At this point, you may be all in on plant-based living, not only for its powerful health benefits – but because of all the incredible things you can eat at all hours of the day! Perhaps, at this point, you’re even planning your first plant-based grocery trip. We’ve heard the concerns, and we get it.
“It’s so much easier to eat out.”
“Eating healthy is expensive.”
“Eating healthy means eating organic.”
“Organic is way too costly, so I might as well just not go to the grocery store at all.”
“The store is overwhelming – I never know where to get the ‘weird’ ingredients.”
We know it can be daunting; however, with this simple YA•YE guide, we’ll help ease your grocery store phobia. To begin a successful plant-based lifestyle, utilize this guide to help boost your health and productivity.
1. Before you go: Lists & Planning
Before going to the store, some simple paper planning (or cellphone note-taking) helps reduce time and money spent on groceries. This plan includes the ingredients you’ll need based on the number of meals you’re aiming to prepare ahead of the time for grab-and-go use. For example, lunch could be a veggie sandwich and dinner could be a burrito bowl. Start with the following questions:
How many people are you cooking for? Two People.
How many meals per day are you planning for? Four a day (Lunch and Dinner for two people)
How many days are you cooking ahead for? Four days, considering we will likely order take-out or delivery from a restaurant 2-3 times this week, and grocery shop again next week.
Pick your recipes: Draw from personal favorites, or your favorite blogs or meal ideas on Google. Two examples for lunch and dinner for the week: Veggie Sandwich and Easy Burrito Bowls.
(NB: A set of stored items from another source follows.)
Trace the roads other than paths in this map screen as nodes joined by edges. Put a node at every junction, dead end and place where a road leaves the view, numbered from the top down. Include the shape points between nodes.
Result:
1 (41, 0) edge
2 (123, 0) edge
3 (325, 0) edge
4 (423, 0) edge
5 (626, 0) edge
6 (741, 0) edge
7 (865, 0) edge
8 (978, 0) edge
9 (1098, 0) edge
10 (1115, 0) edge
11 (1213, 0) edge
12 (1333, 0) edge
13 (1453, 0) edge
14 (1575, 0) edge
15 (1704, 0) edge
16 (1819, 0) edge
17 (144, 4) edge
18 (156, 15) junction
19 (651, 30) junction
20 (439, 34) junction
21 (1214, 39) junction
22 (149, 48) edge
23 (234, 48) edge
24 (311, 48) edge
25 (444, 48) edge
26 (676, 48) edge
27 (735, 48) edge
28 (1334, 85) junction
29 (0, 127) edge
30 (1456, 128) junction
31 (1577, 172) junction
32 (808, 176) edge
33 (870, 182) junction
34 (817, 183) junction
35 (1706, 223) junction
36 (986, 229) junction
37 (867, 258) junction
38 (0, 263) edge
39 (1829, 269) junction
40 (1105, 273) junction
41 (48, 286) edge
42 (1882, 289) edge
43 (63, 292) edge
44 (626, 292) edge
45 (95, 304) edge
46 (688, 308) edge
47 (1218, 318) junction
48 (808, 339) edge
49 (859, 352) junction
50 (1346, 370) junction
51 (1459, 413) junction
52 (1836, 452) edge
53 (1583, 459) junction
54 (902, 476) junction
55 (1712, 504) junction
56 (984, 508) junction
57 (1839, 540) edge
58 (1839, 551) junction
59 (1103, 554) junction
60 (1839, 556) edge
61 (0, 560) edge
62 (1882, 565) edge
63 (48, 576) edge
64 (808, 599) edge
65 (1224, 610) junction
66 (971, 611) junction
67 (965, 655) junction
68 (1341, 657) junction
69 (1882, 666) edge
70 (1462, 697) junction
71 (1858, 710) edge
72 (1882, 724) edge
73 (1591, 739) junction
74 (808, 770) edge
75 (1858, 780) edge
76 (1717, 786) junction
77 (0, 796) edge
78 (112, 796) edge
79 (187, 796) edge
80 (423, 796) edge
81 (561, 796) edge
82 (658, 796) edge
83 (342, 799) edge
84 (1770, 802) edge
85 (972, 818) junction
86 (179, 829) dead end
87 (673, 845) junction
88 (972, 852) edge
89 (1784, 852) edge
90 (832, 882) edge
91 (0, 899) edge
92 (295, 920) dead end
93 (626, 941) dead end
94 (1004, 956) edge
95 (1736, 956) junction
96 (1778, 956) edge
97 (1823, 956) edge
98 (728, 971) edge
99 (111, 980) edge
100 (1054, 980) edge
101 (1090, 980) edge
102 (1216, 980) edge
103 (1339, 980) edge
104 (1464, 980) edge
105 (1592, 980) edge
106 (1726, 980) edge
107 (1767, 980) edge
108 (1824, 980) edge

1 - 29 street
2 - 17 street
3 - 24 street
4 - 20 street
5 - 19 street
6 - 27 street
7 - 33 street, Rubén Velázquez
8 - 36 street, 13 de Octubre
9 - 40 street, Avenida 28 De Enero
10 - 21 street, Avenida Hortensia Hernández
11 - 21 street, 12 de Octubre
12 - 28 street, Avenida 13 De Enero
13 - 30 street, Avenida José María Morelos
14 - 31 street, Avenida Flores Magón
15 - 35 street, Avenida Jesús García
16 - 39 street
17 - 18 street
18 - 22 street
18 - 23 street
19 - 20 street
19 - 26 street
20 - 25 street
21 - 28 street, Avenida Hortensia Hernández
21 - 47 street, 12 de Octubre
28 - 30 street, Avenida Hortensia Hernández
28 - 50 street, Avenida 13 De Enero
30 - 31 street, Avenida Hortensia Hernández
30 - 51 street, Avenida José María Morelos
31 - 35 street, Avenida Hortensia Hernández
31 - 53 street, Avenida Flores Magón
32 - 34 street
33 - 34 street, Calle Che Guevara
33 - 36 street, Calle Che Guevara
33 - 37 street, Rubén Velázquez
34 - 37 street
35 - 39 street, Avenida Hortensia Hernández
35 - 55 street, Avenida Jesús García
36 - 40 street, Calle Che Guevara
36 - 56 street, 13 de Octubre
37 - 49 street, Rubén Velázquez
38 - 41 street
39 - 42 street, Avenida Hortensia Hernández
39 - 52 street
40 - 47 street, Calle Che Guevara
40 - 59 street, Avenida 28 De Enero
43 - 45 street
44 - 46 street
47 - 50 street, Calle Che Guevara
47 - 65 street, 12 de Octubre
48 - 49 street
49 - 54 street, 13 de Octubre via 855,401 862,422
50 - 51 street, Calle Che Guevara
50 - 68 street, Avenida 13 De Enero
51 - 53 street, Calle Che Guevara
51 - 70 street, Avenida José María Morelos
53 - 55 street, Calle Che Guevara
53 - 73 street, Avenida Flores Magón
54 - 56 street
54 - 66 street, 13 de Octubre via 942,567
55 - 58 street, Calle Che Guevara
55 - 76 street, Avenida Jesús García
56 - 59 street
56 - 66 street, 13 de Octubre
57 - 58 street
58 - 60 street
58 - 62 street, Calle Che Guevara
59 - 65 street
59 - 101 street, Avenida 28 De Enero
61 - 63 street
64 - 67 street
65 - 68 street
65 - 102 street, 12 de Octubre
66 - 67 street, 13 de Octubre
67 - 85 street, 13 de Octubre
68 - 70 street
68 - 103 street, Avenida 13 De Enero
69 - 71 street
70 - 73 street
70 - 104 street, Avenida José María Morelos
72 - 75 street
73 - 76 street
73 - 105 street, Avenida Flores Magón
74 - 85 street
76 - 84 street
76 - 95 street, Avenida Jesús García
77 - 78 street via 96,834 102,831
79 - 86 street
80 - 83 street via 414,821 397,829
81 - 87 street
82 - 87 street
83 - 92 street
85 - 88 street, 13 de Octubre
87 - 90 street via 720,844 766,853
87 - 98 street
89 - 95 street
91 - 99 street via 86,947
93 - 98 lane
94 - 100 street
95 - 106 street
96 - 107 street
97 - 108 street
Create your list by recipe and by store section: Create your list while in your kitchen so you can check to see if you already have that ingredient in your fridge or pantry, and make sure to note how much you need – especially if two recipes call for the same ingredient.
Produce: shredded carrots (1 package), 2 cucumbers, 1 red onion, 6 tomatoes, 2 large beets, 3 heads romaine
Bakery: sliced sourdough bread or sliced GF bread
Spices/Seasonings/Spreads: sriracha, hummus, dijon mustard
Easy Burrito Bowl
Produce: red pepper, cilantro, avocado, lime
Canned/Bulk: two cans black beans, one package brown rice
Spices/Seasonings/Spreads: salsa of choice, cumin, chili powder
Freezer/Frozen aisle: 1 package frozen corn
2. Lay of the Land: Geography of Grocery Stores & Where to Shop
Having a game plan for how you are going to walk through the store is essential for efficiency. For us, there have been too many occasions when walking into a grocery store turned into a two-hour long shopping wallet pain! This advice will save time, money and food waste.
Tip 1: Stay on the outside aisles for a majority of your list: produce, bulk foods, prepared foods & bakery = plant-based whole foods.
Tip 2: Venture to the inside aisles for items like pasta, grains, canned foods, sauces, spices, and frozen fruits and vegetables.
Tip 3: DON’T browse the snack section – real foods like apples + peanut butter and veggies + hummus make the best snacks
3. Organic vs. Nonorganic
When possible, buy organic – although we know it's not always financially feasible. It is a common misconception that non-organic produce is unhealthy. Skipping an organic apple because of the high price does not mean you should take a stroll to the chip aisle. It just means taking extra care when washing down your produce. Always prioritize buying whole foods. This list is a great tool when deciding which items to prioritize eating organic due to their heavy pesticide use.
4. Frozen vs. Fresh
Since frozen fruits and vegetables are fresh-frozen (when their nutritional contents are at their highest), it doesn't make much of a difference whether your fruits and vegetables come from a frozen source or a fresh source. What matters is that you’re eating a plant-rich diet. This study details why canned and frozen fruits and vegetables are both cost-effective and nutritious options for meeting daily recommendations for a healthy diet.
5. Becoming a Skeptic – Avoiding Marketing Tricks
Knowing how to read a nutrition label is essential because companies will always try to convince you to buy their product. "Plant-based" is becoming a buzz word among others like "gluten-free", "all-natural", "keto friendly", etc. This article walks through some common buzzwords seen in today's grocery stores. In our next post, we'll review nutrition labels together, but in general, we recommend you read ingredient labels and remember – if you don't recognize the ingredient, your body probably won't either.
To break any bad habit, you need a plan. It's easy to feel intimidated by the sky-high shelves of dairy, meat, and perfectly packaged goods that draw you in. The tips above can help you move past your grocery store wandering and help you conquer the rows, freezers, and shelves found inside every grocery store. Happy shopping, YAYE friends!